Several songs on the album reflect this type of God, the one who is present in our darkest moments. “Why God?”, a contemplative and piano-driven track, asks the question we all do in the face of suffering: Why?

French doesn’t answer this old-as-time question with a Band-Aid or a bow. His lyrics are honest: I don’t understand / But I understand /Why, God, I need you / It’s why, God, I run to your arms / Over and over again.

In the year and half that it took French and his wife, Joscelyn, to adopt their two-year-old son, Coleman, they asked a lot of why questions.

They first met Coleman when Joscelyn’s mom was taking care of him as his foster parent. It was love at first sight: “As soon as we saw him, we just fell in love with him, and God put something in me that I could not explain.”

But adopting Coleman was a long road. At one point, the foster care system told French and Joscelyn that they would never see Coleman again.“We just honestly couldn’t understand why,” recalls French. “Why would God call us to love this little boy like our own son if we were never going to see him again?”

Ultimately, in a miracle move, the courts ruled to allow French and Joscelyn to be Coleman’s parents. During the entire process, the Frenches continued to seek God, even through the why, teaching them an incredibly important lesson. “You can turn your why into worship,” says French, which is exactly what he did.

The journey to adopt Coleman also inspired the title track on the album. As a young couple, French and Joscelyn had planned to wait five years before having kids, but when they met Coleman, they knew their plans were about to change. “We had two options,” says French, “either ignore that feeling, or submit and say, ‘God, my plans are obviously not your plans. I’m all in.
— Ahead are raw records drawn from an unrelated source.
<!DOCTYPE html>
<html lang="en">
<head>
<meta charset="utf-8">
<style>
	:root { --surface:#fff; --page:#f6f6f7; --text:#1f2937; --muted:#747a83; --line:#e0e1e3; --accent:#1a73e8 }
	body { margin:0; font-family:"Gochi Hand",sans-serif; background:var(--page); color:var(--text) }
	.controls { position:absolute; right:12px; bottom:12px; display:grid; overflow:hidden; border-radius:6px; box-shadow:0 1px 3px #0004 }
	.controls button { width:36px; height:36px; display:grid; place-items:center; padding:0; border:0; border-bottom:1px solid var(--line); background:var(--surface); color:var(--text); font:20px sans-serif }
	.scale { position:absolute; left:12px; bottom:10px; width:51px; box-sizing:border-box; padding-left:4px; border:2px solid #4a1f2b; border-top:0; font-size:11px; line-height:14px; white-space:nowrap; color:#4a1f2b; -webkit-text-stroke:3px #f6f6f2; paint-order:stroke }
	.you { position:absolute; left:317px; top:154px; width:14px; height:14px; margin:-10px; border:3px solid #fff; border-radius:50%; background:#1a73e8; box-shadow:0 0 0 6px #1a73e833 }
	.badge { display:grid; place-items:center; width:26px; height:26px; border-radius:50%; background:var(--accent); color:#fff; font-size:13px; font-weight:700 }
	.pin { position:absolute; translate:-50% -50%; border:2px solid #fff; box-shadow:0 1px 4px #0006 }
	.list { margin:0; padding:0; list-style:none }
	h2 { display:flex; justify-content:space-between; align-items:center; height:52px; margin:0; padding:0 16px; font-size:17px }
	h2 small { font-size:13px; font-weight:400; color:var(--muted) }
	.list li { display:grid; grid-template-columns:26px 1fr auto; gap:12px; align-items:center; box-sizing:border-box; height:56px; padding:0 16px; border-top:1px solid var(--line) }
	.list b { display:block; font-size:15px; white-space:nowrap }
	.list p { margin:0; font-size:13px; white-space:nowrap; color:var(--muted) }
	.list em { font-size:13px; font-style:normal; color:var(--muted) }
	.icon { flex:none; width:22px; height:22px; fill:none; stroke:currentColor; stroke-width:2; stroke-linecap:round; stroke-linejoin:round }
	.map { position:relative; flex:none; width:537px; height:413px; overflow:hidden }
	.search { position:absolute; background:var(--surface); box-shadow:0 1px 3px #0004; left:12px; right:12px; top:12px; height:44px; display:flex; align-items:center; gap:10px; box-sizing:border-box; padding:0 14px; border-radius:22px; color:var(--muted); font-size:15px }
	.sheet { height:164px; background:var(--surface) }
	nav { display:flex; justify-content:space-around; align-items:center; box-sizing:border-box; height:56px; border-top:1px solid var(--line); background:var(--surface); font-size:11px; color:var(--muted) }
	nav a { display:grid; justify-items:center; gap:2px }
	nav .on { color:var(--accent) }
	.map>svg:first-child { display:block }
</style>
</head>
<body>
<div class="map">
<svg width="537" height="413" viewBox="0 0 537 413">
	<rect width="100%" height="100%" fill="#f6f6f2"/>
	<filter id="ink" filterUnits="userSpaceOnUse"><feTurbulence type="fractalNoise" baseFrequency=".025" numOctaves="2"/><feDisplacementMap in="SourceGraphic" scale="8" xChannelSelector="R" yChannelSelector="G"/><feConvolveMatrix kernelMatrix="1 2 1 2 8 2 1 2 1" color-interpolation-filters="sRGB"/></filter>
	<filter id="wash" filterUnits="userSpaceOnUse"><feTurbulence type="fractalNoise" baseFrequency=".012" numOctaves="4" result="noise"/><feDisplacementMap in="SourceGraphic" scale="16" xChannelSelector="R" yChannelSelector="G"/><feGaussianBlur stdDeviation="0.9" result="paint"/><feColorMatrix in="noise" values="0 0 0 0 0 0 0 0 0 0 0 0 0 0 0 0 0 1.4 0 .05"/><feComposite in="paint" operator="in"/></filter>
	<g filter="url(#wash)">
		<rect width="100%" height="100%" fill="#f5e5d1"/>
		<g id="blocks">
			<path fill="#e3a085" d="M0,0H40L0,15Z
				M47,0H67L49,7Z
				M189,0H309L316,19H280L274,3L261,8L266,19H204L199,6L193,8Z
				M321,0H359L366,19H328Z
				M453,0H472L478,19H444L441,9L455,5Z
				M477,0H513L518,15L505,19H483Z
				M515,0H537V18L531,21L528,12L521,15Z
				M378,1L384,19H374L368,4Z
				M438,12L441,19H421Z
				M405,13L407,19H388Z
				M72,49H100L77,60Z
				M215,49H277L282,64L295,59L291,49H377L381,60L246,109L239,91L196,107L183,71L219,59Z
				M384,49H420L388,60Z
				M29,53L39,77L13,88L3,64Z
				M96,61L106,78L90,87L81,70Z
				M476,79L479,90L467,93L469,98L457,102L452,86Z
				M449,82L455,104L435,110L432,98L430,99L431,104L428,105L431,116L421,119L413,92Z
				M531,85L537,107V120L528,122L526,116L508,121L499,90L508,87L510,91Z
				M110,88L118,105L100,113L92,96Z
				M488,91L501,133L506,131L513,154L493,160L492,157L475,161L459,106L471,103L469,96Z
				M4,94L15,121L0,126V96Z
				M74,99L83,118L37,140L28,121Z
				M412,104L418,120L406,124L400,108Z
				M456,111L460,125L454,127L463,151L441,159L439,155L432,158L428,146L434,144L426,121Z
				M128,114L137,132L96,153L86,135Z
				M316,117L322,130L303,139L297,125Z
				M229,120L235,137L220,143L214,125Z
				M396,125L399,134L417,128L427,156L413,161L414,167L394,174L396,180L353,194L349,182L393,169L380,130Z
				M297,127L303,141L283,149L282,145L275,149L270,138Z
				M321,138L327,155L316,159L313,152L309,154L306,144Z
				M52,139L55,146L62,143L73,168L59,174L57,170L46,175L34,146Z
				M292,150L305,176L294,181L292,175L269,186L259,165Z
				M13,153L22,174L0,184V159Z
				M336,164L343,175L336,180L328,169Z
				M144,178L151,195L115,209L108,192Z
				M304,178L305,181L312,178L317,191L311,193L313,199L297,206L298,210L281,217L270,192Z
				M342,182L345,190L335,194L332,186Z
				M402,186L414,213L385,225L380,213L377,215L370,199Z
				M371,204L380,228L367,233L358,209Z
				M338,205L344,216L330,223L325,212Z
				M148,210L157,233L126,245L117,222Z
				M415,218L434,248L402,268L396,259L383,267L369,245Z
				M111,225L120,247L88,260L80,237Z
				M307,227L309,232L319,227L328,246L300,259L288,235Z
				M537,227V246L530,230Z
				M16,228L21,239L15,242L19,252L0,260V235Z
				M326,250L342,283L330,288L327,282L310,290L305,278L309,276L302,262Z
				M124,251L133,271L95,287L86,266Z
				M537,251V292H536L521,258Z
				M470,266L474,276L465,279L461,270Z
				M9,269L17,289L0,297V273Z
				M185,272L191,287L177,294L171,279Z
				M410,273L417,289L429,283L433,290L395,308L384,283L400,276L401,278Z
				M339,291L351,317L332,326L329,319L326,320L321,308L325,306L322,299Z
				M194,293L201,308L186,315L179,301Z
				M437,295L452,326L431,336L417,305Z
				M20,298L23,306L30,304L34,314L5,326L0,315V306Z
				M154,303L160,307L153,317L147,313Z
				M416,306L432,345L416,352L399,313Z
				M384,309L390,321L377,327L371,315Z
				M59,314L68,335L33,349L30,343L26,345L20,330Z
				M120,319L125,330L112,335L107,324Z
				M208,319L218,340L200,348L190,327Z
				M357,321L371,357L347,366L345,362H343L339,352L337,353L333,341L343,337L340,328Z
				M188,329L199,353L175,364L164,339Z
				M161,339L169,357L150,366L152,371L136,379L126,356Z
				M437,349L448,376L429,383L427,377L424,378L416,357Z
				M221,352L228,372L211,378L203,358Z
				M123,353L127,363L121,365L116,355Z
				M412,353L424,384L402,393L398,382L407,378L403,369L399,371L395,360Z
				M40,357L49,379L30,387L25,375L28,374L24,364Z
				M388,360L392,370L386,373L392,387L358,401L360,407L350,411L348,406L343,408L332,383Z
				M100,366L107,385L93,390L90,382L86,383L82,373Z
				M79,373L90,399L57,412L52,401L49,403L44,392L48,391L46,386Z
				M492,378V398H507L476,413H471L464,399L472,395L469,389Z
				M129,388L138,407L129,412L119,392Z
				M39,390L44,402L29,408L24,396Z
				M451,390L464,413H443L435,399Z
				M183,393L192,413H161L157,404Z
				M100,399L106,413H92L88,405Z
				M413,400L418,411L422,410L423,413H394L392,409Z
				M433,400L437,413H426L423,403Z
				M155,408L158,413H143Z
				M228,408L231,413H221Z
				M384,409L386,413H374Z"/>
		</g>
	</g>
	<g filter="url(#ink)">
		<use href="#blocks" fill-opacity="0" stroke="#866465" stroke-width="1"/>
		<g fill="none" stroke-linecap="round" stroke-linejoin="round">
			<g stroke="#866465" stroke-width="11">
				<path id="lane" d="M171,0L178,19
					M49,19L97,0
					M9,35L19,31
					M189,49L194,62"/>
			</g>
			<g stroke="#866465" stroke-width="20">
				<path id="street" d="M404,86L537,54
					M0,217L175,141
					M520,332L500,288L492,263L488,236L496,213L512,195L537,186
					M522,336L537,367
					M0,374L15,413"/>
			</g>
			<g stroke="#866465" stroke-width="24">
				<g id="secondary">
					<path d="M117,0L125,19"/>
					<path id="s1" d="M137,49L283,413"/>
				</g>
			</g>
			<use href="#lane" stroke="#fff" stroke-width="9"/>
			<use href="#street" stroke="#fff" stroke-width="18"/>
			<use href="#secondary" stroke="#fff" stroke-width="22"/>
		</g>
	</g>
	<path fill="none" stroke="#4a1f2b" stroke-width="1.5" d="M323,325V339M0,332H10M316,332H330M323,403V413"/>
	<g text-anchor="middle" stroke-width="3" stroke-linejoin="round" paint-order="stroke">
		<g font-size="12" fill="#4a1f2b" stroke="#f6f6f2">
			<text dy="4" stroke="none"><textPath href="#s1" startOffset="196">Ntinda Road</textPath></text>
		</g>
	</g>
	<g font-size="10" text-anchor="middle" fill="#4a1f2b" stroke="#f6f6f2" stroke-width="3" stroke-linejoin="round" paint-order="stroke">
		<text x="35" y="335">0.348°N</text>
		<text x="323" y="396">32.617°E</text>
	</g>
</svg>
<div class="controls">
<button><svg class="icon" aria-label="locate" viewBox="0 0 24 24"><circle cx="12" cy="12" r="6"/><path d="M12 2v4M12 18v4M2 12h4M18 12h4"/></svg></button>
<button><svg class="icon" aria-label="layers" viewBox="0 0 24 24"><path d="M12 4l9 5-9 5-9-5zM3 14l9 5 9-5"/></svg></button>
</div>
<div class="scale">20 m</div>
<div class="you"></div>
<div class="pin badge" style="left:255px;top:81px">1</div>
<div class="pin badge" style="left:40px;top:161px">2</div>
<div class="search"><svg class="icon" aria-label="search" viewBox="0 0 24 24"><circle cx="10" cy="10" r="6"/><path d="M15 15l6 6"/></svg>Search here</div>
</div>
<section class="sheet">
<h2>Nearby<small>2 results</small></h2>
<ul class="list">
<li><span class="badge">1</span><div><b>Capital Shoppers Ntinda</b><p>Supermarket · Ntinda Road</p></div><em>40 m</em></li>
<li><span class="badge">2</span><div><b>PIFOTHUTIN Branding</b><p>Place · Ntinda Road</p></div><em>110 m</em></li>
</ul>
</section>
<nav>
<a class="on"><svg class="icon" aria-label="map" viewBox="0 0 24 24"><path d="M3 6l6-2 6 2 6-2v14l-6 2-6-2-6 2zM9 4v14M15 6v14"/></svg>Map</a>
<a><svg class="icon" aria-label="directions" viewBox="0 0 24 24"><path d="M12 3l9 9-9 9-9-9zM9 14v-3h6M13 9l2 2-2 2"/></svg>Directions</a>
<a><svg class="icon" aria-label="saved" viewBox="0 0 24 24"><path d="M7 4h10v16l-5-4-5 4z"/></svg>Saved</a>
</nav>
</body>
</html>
Whatever this looks like, would you make the way?’”

The upbeat and inspiring track begins with this admission that God’sways are higher than ours: Plans / I’ve been the fool who thought my plans / Were so much bigger, so much better than yours.

God did make a way in the court that day, and not only did the new parents get to welcome Coleman to their home; three months later, Joscelyn gave birth to their second son, Owen.

“We went from a life with two people, living as two people would without the responsibility of kids, to two kids really quickly,” says French.

But if anyone can take a transition like this in stride, it’s the Frenches—a family who doesn’t limit what God can or will do, and Wide Open is a testament to it all.

As French explains, “These songs didn’t come from a place of holding back. These songs didn’t come because I said, ‘God, would you do as little as possible in my life this year.’ It came from, ‘God, would you do what you’re going to do? Would you do miracles in front of me?’”

Austin French has a long career ahead of him, but he is already establishing himself as a talented artist and songwriter who is open and vulnerable, able to take real struggles from his own life and write them into songs that are universally understood. Because of this, Wide Open will leave listeners with the sense that miracles can happen to them too; they just have to live wide open.